%%
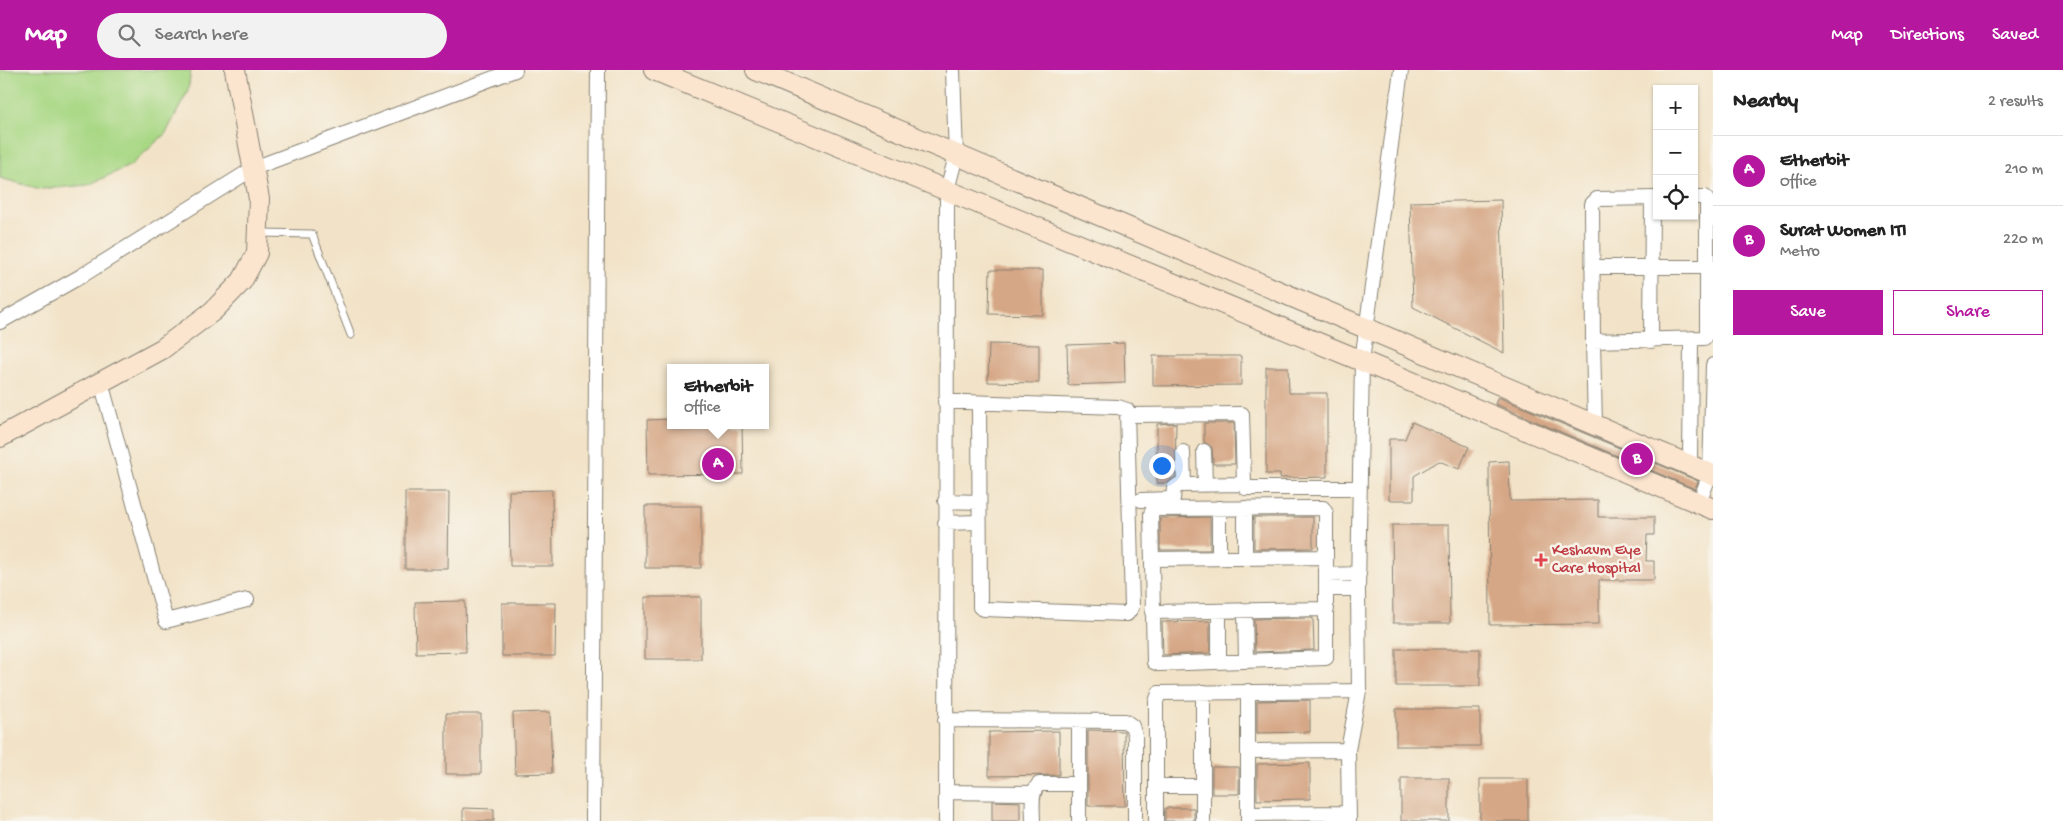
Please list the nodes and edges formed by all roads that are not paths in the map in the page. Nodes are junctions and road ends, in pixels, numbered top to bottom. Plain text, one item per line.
1 (235, 70) edge
2 (514, 70) edge
3 (598, 70) edge
4 (654, 70) edge
5 (756, 70) edge
6 (953, 70) edge
7 (1400, 70) edge
8 (956, 156) junction
9 (254, 168) junction
10 (947, 190) junction
11 (1698, 197) edge
12 (1653, 198) edge
13 (1653, 220) edge
14 (258, 233) junction
15 (1707, 266) junction
16 (1592, 267) junction
17 (1652, 267) junction
18 (0, 322) edge
19 (1366, 329) junction
20 (351, 335) dead end
21 (1691, 340) junction
22 (1651, 341) junction
23 (1593, 342) junction
24 (1362, 361) junction
25 (1713, 365) edge
26 (1490, 381) junction
27 (102, 382) junction
28 (945, 402) junction
29 (979, 403) junction
30 (1478, 409) junction
31 (1128, 415) junction
32 (1595, 426) junction
33 (0, 437) edge
34 (1204, 451) dead end
35 (1183, 452) dead end
36 (1690, 465) junction
37 (1712, 475) edge
38 (1244, 484) junction
39 (1184, 485) junction
40 (1205, 485) junction
41 (1359, 488) junction
42 (1141, 500) dead end
43 (945, 501) junction
44 (979, 502) junction
45 (1706, 506) edge
46 (1219, 508) junction
47 (1245, 508) junction
48 (979, 522) junction
49 (945, 523) junction
50 (1326, 557) junction
51 (1219, 558) junction
52 (1245, 558) junction
53 (1152, 559) junction
54 (1359, 574) junction
55 (1326, 575) junction
56 (1326, 589) junction
57 (1358, 589) junction
58 (247, 600) dead end
59 (1326, 609) junction
60 (1219, 611) junction
61 (1246, 611) junction
62 (1152, 612) junction
63 (1246, 661) junction
64 (1219, 662) junction
65 (1248, 691) junction
66 (1359, 691) junction
67 (1203, 692) junction
68 (945, 720) junction
69 (1079, 721) junction
70 (1348, 750) junction
71 (1249, 751) junction
72 (1079, 784) junction
73 (1156, 786) junction
74 (1203, 786) junction
75 (946, 792) junction
76 (1033, 793) junction
77 (1248, 817) edge
78 (1349, 817) edge
79 (593, 821) edge
80 (946, 821) edge
81 (1033, 821) edge
82 (1079, 821) edge
83 (1135, 821) edge
84 (1156, 821) edge
85 (1204, 821) edge

1 - 9 street
2 - 9 street
3 - 79 street
4 - 10 street
5 - 8 street
6 - 8 street
7 - 19 street
8 - 10 street
8 - 19 street
9 - 14 street
9 - 18 street
10 - 24 street
10 - 28 street
11 - 15 street
12 - 16 street
13 - 17 street
14 - 20 lane
14 - 27 street
15 - 17 street
15 - 21 street
16 - 17 street
16 - 23 street
17 - 22 street
19 - 24 street
19 - 26 street
21 - 22 street
21 - 36 street
22 - 23 street
23 - 32 street
24 - 30 street
24 - 41 street
25 - 37 street
26 - 30 street
26 - 32 street
27 - 33 street
27 - 58 street
28 - 29 street
28 - 43 street
29 - 31 street
29 - 44 street
30 - 45 street
31 - 38 street
31 - 48 street
32 - 36 street
34 - 40 street
35 - 39 street
36 - 37 street
37 - 45 street
38 - 40 street
38 - 41 street
39 - 40 street
39 - 42 street
41 - 54 street
43 - 44 street
43 - 49 street
44 - 48 street
46 - 47 street
46 - 51 street
46 - 53 street
47 - 50 street
47 - 52 street
48 - 49 street
49 - 68 street
50 - 52 street
50 - 55 street
51 - 52 street
51 - 53 street
53 - 62 street
54 - 55 street
54 - 57 street
55 - 56 street
56 - 57 street
56 - 59 street
57 - 66 street
59 - 61 street
59 - 63 street
60 - 61 street
60 - 62 street
60 - 64 street
61 - 63 street
62 - 64 street
63 - 64 street
65 - 66 street
65 - 67 street
65 - 71 street
66 - 70 street
67 - 73 street
67 - 74 street
68 - 69 street
68 - 75 street
69 - 72 street
69 - 83 street
70 - 71 street
70 - 78 street
71 - 77 street
72 - 76 street
72 - 82 street
73 - 74 street
73 - 84 street
74 - 85 street
75 - 76 street
75 - 80 street
76 - 81 street
77 - 78 street

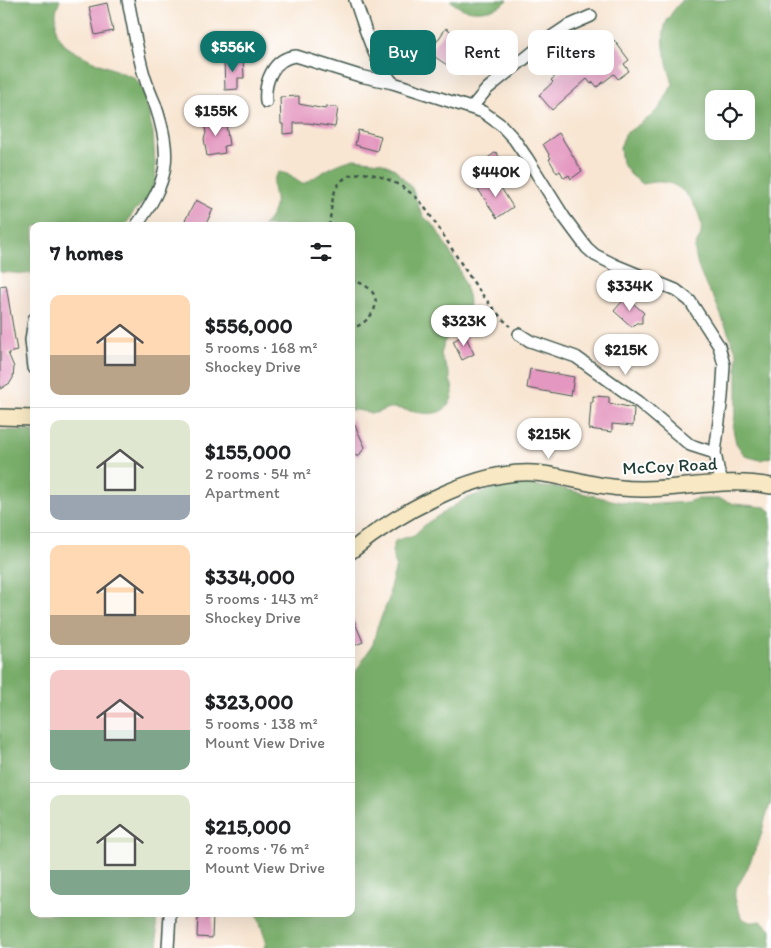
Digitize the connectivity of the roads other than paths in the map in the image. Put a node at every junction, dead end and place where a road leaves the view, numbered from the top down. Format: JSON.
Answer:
{"nodes":[{"id":1,"x":128,"y":0,"type":"edge"},
{"id":2,"x":355,"y":0,"type":"edge"},
{"id":3,"x":591,"y":16,"type":"dead end"},
{"id":4,"x":393,"y":83,"type":"junction"},
{"id":5,"x":266,"y":102,"type":"dead end"},
{"id":6,"x":472,"y":107,"type":"junction"},
{"id":7,"x":139,"y":222,"type":"edge"},
{"id":8,"x":519,"y":334,"type":"road end"},
{"id":9,"x":0,"y":417,"type":"edge"},
{"id":10,"x":30,"y":418,"type":"edge"},
{"id":11,"x":715,"y":453,"type":"junction"},
{"id":12,"x":723,"y":482,"type":"junction"},
{"id":13,"x":771,"y":486,"type":"edge"},
{"id":14,"x":355,"y":548,"type":"edge"},
{"id":15,"x":170,"y":917,"type":"edge"},
{"id":16,"x":168,"y":948,"type":"edge"}],
"edges":[{"from":1,"to":7,"type":"street"},
{"from":2,"to":4,"type":"street"},
{"from":3,"to":6,"type":"street"},
{"from":4,"to":5,"type":"street"},
{"from":4,"to":6,"type":"street"},
{"from":6,"to":11,"type":"street"},
{"from":8,"to":11,"type":"street"},
{"from":9,"to":10,"type":"street"},
{"from":11,"to":12,"type":"street"},
{"from":12,"to":13,"type":"street","name":"McCoy Road"},
{"from":12,"to":14,"type":"street","name":"McCoy Road"},
{"from":15,"to":16,"type":"street"}]}
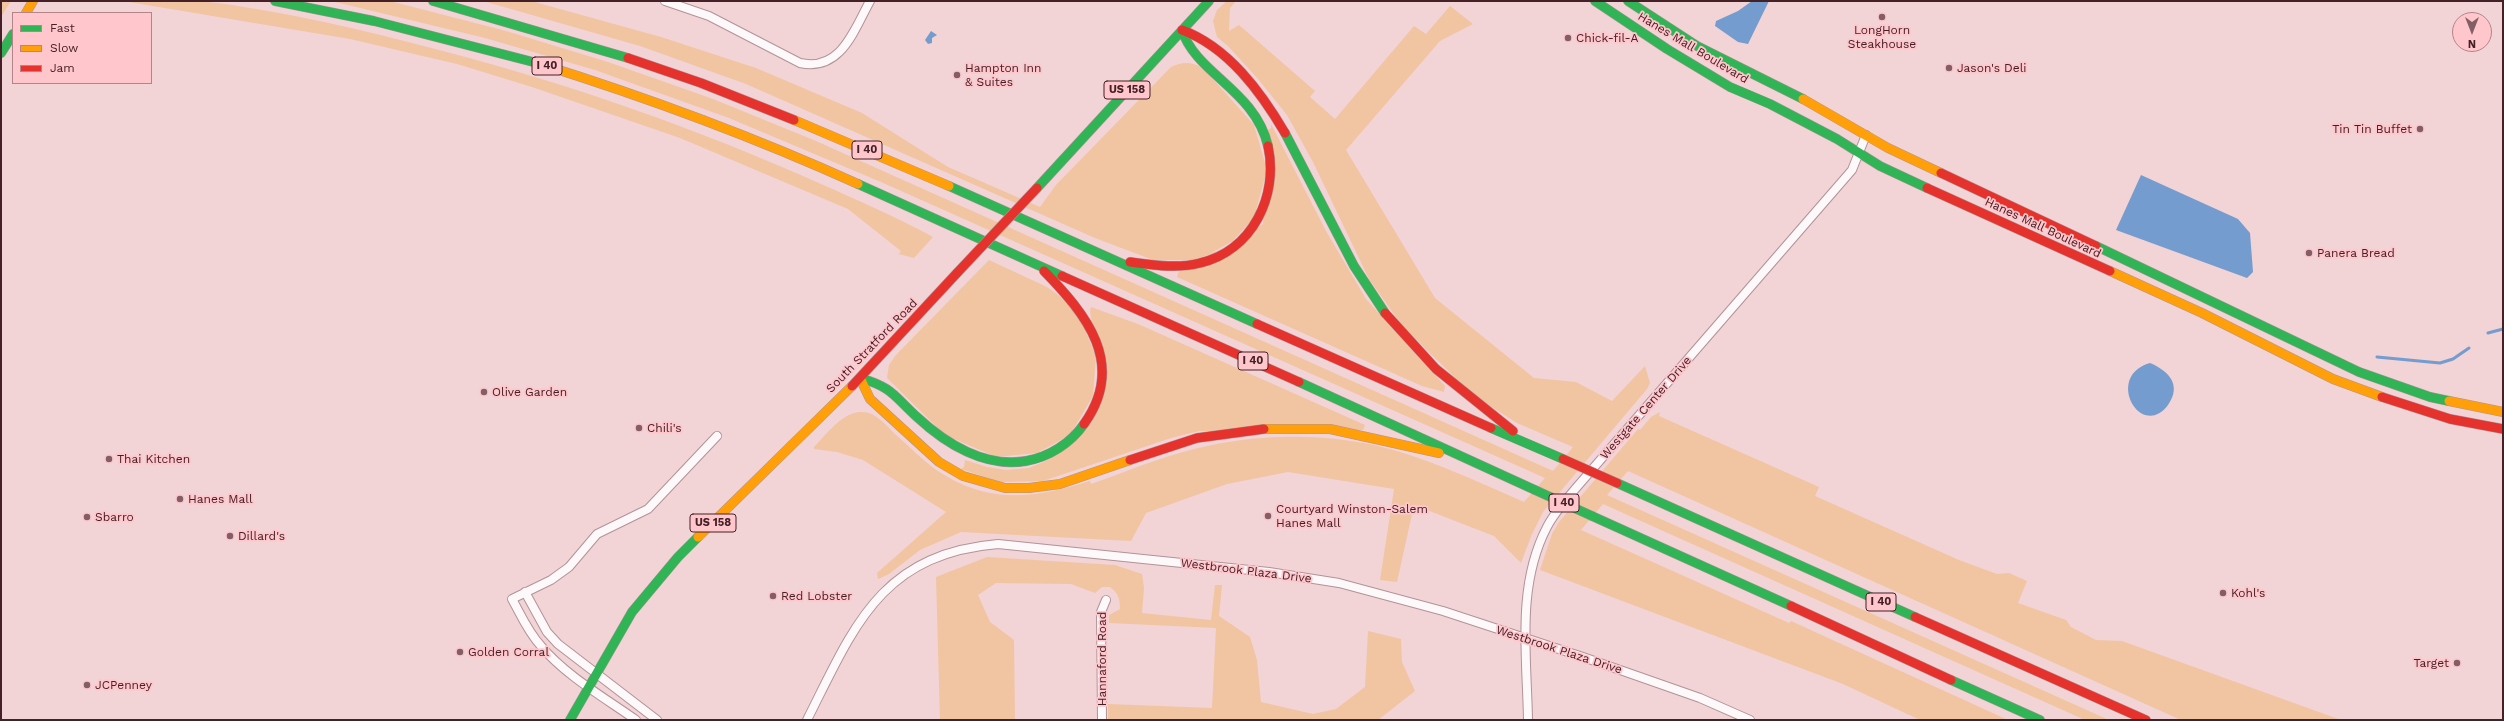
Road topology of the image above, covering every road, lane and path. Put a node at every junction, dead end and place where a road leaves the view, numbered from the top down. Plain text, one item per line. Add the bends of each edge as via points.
1 (33, 1) edge
2 (275, 1) edge
3 (433, 1) edge
4 (665, 1) edge
5 (870, 1) edge
6 (1209, 1) edge
7 (1595, 1) edge
8 (1628, 1) edge
9 (27, 12) edge
10 (1182, 30) junction
11 (12, 36) edge
12 (1, 53) edge
13 (1866, 136) junction
14 (1859, 153) junction
15 (1111, 259) junction
16 (1039, 265) junction
17 (860, 378) junction
18 (2503, 412) edge
19 (2503, 429) edge
20 (717, 436) dead end
21 (1533, 446) junction
22 (1466, 459) junction
23 (525, 592) junction
24 (1106, 600) dead end
25 (1527, 639) junction
26 (595, 673) junction
27 (587, 686) junction
28 (570, 720) edge
29 (636, 720) edge
30 (657, 720) edge
31 (807, 720) edge
32 (1102, 720) edge
33 (1528, 720) edge
34 (1750, 720) edge
35 (2040, 720) edge
36 (2146, 720) edge

1 - 9 main road
2 - 16 main road, I 40 via 449,39 623,90 778,150
3 - 15 main road, I 40 via 556,34 701,83 861,148
4 - 5 street via 709,16 800,63 809,65 825,62 841,52
6 - 10 main road, South Stratford Road / US 158
7 - 14 main road, Hanes Mall Boulevard via 1730,87 1770,104
8 - 13 main road, Hanes Mall Boulevard via 1697,46 1802,99
10 - 15 main road via 1189,47 1238,94 1256,118 1270,157 1272,178 1268,199 1248,234 1230,249 1209,260 1185,266 1152,265
10 - 17 main road, South Stratford Road / US 158, bridge
10 - 21 main road via 1204,38 1241,73 1282,125 1329,220 1364,283 1384,312 1432,366 1467,397
11 - 12 main road
13 - 14 street, Westgate Center Drive
13 - 18 main road, Hanes Mall Boulevard via 2359,372 2430,397
14 - 19 main road, Hanes Mall Boulevard via 1914,181 2202,313 2333,378 2450,419
14 - 25 street, Westgate Center Drive via 1852,170 1552,518 1531,567 1527,598
15 - 21 main road, I 40
16 - 17 main road via 1086,316 1096,336 1101,356 1101,383 1094,409 1080,430 1056,451 1033,460 1018,462 993,461 971,455 942,437 884,385
16 - 22 main road, I 40
17 - 22 main road via 870,399 939,462 963,476 1005,488 1060,484 1197,438 1282,428 1348,432
17 - 26 main road, South Stratford Road / US 158 via 678,557 632,612
20 - 23 street via 648,508 597,534 569,567 551,580
21 - 36 main road, I 40, bridge
22 - 35 main road, I 40, bridge
23 - 26 street via 547,632
23 - 27 street via 512,599 530,632 541,647
24 - 32 street, Hannaford Road via 1101,612
25 - 31 street, Westbrook Plaza Drive via 1443,611 1330,581 1269,572 1028,547 984,546 938,557 906,573 883,592 852,631
25 - 33 street, Westgate Center Drive
25 - 34 street, Westbrook Plaza Drive via 1700,698
26 - 27 main road, South Stratford Road / US 158
26 - 30 street
27 - 28 main road, South Stratford Road / US 158
27 - 29 street

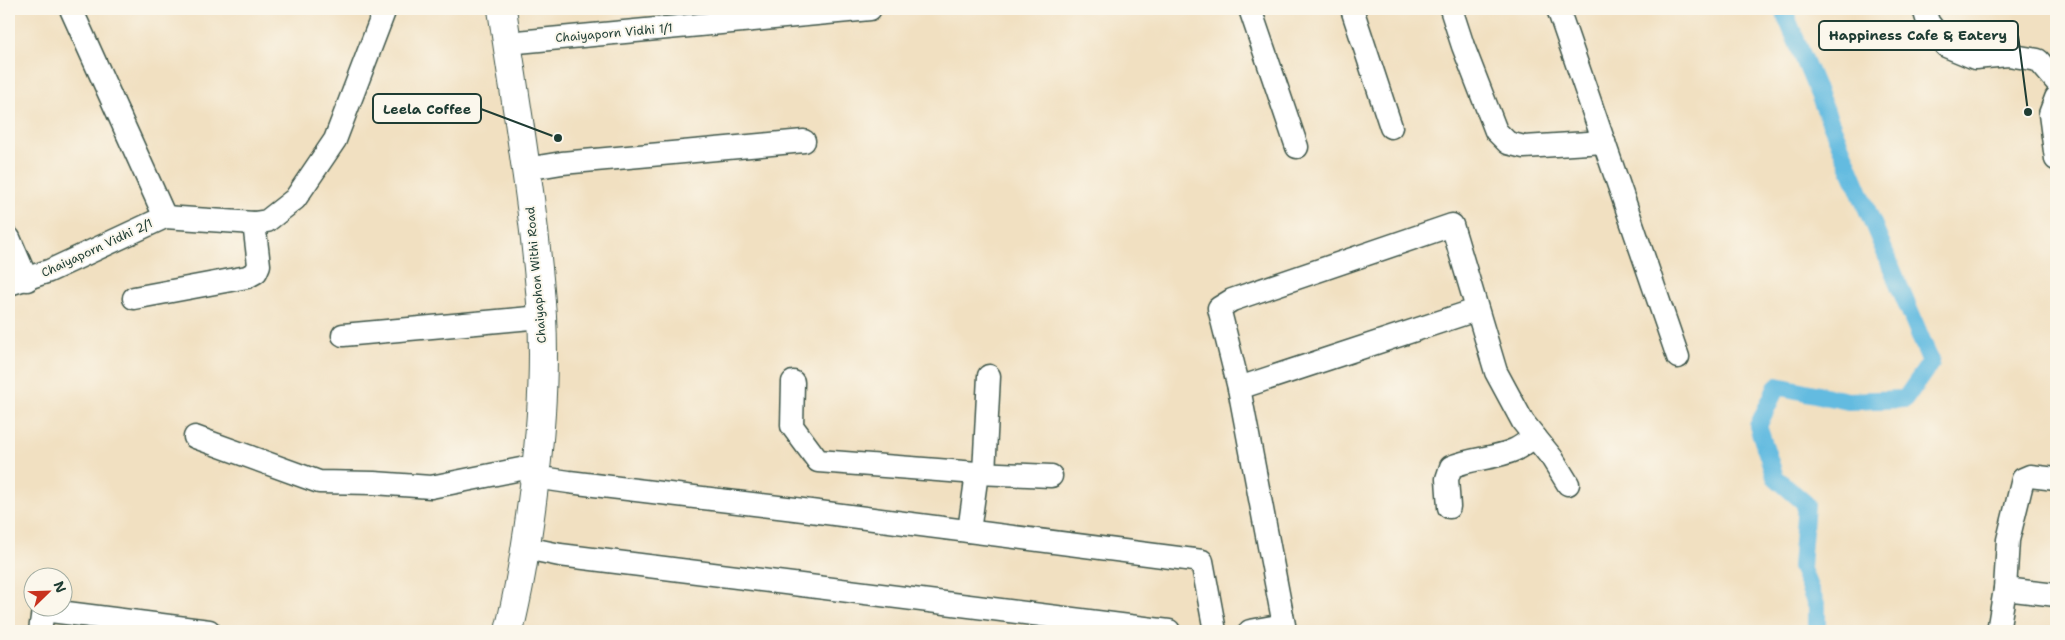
%%
Show each line in the entries that holds the string "Hanes".

7 - 14 main road, Hanes Mall Boulevard via 1730,87 1770,104
8 - 13 main road, Hanes Mall Boulevard via 1697,46 1802,99
13 - 18 main road, Hanes Mall Boulevard via 2359,372 2430,397
14 - 19 main road, Hanes Mall Boulevard via 1914,181 2202,313 2333,378 2450,419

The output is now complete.